▸ Data listing
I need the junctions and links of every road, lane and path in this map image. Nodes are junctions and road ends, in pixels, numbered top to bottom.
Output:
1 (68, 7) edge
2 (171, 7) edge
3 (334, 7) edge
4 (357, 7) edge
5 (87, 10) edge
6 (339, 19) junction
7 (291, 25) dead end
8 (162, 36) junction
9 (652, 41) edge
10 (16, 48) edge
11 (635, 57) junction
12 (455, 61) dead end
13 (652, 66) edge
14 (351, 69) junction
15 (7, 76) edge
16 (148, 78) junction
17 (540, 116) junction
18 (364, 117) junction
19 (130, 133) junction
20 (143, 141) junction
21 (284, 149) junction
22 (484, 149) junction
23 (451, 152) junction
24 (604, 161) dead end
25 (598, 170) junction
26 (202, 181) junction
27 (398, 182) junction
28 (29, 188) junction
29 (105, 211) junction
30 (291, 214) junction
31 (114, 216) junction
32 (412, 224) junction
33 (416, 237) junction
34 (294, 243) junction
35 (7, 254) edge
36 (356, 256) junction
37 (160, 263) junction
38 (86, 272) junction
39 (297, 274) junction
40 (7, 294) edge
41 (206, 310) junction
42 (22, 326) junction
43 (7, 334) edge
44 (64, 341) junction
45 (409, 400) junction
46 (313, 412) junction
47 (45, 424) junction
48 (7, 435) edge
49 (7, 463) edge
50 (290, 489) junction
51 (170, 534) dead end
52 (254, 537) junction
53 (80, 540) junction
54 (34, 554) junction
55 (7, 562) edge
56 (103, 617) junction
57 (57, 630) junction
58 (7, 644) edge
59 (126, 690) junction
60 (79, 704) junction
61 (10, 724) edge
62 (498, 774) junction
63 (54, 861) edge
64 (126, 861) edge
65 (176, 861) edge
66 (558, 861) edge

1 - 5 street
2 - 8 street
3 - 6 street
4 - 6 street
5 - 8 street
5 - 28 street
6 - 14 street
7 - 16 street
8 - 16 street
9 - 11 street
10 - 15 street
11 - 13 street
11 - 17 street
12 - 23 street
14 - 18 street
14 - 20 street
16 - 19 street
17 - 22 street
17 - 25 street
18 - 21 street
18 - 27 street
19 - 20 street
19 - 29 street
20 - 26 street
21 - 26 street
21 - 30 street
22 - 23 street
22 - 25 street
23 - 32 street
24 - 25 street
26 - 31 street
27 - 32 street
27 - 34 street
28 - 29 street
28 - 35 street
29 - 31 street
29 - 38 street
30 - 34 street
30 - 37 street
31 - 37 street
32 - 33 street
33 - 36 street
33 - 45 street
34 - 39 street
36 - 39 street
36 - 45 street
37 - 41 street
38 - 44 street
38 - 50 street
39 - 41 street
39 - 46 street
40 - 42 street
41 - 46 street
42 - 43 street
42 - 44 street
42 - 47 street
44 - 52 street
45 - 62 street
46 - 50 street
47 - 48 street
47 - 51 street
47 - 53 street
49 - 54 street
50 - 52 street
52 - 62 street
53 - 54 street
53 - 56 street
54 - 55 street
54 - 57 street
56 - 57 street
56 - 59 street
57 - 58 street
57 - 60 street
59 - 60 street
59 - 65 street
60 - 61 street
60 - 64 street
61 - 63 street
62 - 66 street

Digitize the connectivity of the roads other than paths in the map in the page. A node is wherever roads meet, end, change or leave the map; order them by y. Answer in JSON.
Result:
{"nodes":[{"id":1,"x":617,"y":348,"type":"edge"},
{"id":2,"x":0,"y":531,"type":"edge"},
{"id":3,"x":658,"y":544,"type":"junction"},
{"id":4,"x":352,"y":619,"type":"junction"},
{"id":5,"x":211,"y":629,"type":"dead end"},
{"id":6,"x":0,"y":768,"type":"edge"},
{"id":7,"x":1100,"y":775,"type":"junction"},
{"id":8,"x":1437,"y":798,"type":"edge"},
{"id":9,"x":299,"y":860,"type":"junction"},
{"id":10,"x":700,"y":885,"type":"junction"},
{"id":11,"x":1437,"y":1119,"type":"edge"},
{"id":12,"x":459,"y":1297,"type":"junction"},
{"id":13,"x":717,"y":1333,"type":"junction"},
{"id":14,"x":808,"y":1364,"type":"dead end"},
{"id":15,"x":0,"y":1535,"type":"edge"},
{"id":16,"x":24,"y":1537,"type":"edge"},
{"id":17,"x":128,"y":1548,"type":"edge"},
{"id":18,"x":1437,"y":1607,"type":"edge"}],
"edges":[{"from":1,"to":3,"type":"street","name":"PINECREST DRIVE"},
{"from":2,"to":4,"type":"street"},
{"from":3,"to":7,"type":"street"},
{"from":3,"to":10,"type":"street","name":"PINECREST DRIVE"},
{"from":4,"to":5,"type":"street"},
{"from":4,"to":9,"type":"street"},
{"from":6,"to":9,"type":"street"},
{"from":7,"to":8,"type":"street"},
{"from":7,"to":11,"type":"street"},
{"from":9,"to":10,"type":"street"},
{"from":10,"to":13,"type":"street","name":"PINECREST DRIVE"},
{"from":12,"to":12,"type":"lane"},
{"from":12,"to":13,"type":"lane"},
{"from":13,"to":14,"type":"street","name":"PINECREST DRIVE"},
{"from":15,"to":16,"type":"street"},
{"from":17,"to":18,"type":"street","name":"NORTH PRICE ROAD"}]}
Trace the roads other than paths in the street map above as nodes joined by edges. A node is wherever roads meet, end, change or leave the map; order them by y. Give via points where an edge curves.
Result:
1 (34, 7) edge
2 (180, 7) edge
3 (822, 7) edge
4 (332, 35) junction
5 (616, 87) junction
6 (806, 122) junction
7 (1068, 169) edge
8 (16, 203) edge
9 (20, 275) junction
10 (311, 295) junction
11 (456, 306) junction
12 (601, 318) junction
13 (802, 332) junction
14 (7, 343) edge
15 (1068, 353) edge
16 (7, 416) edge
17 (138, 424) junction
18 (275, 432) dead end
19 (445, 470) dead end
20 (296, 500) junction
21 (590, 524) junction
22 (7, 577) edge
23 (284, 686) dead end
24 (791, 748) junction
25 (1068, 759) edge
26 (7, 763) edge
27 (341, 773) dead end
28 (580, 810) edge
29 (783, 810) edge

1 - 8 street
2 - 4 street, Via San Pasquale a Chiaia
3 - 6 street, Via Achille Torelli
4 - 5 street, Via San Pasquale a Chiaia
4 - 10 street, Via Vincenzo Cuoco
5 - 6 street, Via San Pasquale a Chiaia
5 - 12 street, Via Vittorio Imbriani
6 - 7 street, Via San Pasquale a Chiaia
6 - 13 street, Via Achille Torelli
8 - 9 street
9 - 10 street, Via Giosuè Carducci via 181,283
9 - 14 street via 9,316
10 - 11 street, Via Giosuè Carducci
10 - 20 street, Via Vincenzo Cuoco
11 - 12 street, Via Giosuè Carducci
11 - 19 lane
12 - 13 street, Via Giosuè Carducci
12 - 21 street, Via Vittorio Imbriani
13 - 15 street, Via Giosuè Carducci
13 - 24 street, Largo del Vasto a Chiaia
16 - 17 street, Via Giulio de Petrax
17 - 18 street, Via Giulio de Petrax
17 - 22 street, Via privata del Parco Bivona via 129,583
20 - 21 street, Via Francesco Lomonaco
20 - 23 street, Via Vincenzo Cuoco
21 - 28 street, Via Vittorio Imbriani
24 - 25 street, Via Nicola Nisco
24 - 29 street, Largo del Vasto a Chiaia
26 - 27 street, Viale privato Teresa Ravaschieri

▸ Your assignment
For this exercise, copy every line of the data that holds "dead".

▸ Solved problem
7 (291, 25) dead end
12 (455, 61) dead end
24 (604, 161) dead end
51 (170, 534) dead end
{"id":5,"x":211,"y":629,"type":"dead end"},
{"id":14,"x":808,"y":1364,"type":"dead end"},
18 (275, 432) dead end
19 (445, 470) dead end
23 (284, 686) dead end
27 (341, 773) dead end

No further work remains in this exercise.